Be patient, it'll fall into place.

As far as shipping and availability, that will take some time to get back. Not sure we'll ever see it like it was pre-covid. Companies have made changes in how they do business, at least the ones that survived the Plague.
 
If I understand correctly, your problem is simply the gas-return input to your bucket which you want to do a closed-loop gravity feed from spigot to closed/sanitized/pugred keg?
Assuming your bucket has either a grommet or bung-hole for an airlock, here's an option for a return line;
IMG_1470.jpg

1/2" tubing fits nicely over the stem of the popular bubbler airlocks, but it's a PITA to get it back off [which is why the outer resevoir is smashed off in the one I took a pic of :p ] You can downsize the tubing like @IslandLizard suggested above or put in those splicer/adapters to downsize to fit the gas disconnect (which are available with 3/8" barbs).
The spigots in the pic, I bought cheap in bulk off amazon in my bottling-bucket days, can also be mounted in your fermenting bucket lid easily, and you can use it for blow-off in fermenting and then a gas return line in kegging.
Just a thought.
 
Thanks for the tips.

I, too, bought a big bag of Amazon spigots. Really glad I did.

I have three fermented beers in a holding pattern. I think the best thing is to take a spare lid and put a spigot in it. Then I can swap it for one of the lids on the fermented beers and use a tank to pump some CO2 in to minimize the O2 intrusion. It will be good enough for now. It will let me put semi-closed transfers together for the sake of these beers. I can put a spigot on each lid as I swap it so I end up with spigots on all the lids.

I ordered THREE 6-gallon Torpedo kegs for fermenting. I ordered one from Morebeer. They took days to pick it from the warehouse, and then they sent a 5-gallon keg, so who knows when the 6-gallon job will arrive to replace it? I ordered two a little later from an Ebay seller. Still not shipped. I have three bags of grain ready to brew, and I am raring to go. I don't want to make a move until I have a Torpedo ready.

I can use the Fermzilla I suppose. I really do not want pressure, though. Not for ales. Maybe I can leave a cap loose so gas can get out.

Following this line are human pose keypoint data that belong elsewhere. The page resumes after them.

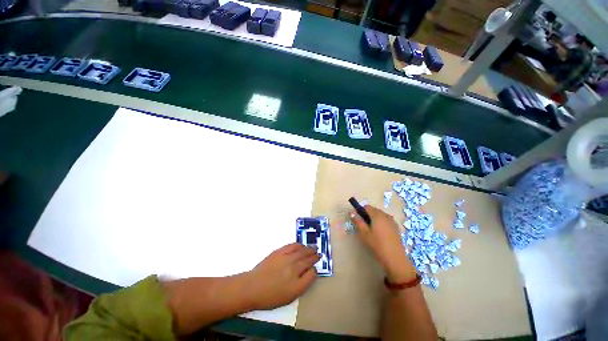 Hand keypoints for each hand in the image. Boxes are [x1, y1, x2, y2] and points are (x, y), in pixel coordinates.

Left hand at [246, 243, 319, 309]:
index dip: (314, 269)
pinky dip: (299, 245)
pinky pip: (292, 246)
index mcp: (296, 283)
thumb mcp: (290, 296)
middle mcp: (293, 269)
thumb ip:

I learned something useful about lids. You never pull the plastic thing and rip the ring off the lid. Instead, you cut the little things that join the flaps together. If you rip the lid off, you're left with short, stiff flaps that don't want to open. If you leave the whole flap on, you get much more leverage. I'm going to Home Depot and spring for new lids, and I'll throw out the ones that are hard to remove.

I also use a lighter to melt all the sharp edges on the lids.
 
I have it worked out. I put a spigot in a lid. I got a tube with a gas disconnect, and I took the guts out of the disconnect so trub can't clog it. I'm going to put a clean gas post, also gutted, on the keg's liquid side. Same thread. I'll run the beer from the fermenter spigot through a tube to the opened-up gas disconnect on the keg's liquid post. I'll put a gas disconnect on the keg's gas post and run a tube to the spigot on top of the fermenter, and the CO2 will enter the spigot.

Not sure if I'll man up and do a full purge of the keg first.

Next time, I'll use a keg for fermenting and keep everything closed up.
 
I got the beer moved, and I did purge the keg. No problems, but it was not the world's most perfect closed transfer.

Because I had to remove the lid briefly, I saw the beer. There was a whitish place in it. Didn't look like mold, and the beer tastes fine, but I wonder what it is. Hope it's not an infection. I was very careful, to the point of paranoia.

I saved the Star San solution by pumping it into a clean keg. I put the full Corny in a fermentation fridge at 35 or 38. I forget which. I put 30 lbs. of CO2 in it.
 
1/2" tubing fits nicely over the stem of the popular bubbler airlocks, but it's a PITA to get it back off
Yes! I have the same issue, usually resulting in the loss of several inches of tubing when I inevitably have to cut it off.

The spigots in the pic, I bought cheap in bulk off amazon in my bottling-bucket days, can also be mounted in your fermenting bucket lid easily, and you can use it for blow-off in fermenting and then a gas return line in kegging.
I hadn't thought of inserting a spigot on the top. They only cost ~$4 at my LHBS. I might try that.